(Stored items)

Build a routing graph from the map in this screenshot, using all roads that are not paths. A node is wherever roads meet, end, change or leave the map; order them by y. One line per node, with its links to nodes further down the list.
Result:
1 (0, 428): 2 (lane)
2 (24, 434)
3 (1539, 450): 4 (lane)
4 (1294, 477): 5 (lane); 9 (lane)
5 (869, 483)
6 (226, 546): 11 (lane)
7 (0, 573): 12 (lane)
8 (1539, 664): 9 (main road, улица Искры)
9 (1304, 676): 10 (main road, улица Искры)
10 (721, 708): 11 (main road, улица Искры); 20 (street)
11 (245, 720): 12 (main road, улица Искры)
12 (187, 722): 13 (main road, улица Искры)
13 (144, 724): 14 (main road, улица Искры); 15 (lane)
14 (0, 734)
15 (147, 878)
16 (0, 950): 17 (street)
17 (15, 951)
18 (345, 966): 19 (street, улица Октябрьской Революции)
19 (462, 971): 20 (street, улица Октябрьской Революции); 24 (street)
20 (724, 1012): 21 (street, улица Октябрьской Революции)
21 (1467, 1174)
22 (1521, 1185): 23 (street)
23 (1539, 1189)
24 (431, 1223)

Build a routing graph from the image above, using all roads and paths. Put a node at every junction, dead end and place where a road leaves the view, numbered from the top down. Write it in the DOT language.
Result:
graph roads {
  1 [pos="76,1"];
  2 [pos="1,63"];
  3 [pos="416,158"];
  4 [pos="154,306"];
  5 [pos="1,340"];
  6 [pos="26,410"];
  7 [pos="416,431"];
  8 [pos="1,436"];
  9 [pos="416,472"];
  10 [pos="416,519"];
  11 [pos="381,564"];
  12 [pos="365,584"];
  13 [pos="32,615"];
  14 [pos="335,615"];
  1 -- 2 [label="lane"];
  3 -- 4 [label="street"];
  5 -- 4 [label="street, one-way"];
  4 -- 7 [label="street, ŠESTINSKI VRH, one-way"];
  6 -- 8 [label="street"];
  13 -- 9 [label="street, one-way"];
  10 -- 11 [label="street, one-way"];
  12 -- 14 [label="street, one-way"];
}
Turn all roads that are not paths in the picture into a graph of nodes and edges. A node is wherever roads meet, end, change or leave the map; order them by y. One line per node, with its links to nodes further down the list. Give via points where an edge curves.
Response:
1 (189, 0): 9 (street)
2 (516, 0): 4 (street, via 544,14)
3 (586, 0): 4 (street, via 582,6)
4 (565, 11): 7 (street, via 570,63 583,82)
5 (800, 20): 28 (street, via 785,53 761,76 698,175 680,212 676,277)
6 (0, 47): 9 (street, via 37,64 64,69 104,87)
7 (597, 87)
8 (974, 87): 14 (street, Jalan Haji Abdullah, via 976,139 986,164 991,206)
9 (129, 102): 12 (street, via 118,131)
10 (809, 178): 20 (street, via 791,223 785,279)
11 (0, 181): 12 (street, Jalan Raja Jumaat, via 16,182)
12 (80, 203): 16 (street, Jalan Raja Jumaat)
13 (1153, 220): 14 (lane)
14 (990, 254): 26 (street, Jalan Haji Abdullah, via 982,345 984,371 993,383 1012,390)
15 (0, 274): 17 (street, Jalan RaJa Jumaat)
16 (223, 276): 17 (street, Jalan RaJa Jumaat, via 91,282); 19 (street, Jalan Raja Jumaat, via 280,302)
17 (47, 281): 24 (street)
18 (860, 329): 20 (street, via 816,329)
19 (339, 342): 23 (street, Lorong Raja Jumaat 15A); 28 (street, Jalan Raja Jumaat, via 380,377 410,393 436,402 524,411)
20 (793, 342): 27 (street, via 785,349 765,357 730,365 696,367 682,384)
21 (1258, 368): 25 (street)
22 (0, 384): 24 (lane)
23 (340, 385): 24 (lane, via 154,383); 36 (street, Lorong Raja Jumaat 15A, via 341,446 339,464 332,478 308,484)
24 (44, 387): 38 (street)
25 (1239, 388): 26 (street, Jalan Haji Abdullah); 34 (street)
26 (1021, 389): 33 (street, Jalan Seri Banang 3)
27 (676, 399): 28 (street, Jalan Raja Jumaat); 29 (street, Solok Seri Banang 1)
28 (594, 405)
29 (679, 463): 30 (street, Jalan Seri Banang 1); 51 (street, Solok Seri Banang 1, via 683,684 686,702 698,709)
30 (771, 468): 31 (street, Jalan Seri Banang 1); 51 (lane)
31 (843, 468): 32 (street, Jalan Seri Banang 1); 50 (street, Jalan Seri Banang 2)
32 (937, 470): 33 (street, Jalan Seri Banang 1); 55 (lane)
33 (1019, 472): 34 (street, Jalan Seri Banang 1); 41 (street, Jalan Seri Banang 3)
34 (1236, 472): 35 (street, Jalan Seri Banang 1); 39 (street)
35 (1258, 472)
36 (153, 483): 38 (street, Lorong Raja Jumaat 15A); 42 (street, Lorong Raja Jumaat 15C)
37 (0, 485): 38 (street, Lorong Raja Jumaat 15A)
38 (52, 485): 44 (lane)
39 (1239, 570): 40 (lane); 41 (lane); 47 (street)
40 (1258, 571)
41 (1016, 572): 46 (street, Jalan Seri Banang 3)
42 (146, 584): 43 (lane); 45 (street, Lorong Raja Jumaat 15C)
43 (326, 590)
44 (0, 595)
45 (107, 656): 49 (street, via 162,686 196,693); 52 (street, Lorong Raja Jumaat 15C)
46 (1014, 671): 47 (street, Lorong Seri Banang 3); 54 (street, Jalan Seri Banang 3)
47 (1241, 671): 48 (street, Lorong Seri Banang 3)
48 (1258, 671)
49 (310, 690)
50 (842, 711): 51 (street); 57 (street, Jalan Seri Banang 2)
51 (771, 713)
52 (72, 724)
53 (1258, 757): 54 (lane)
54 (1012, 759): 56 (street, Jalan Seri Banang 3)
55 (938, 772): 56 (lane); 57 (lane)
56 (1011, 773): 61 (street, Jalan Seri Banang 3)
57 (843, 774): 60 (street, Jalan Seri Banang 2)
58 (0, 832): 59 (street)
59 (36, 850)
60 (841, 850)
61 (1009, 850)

:: TO DO ::
For the entries above, count the lines that contain the string "change", and state that number without further comment.

:: ANSWER TO THIS PROBLEM ::
2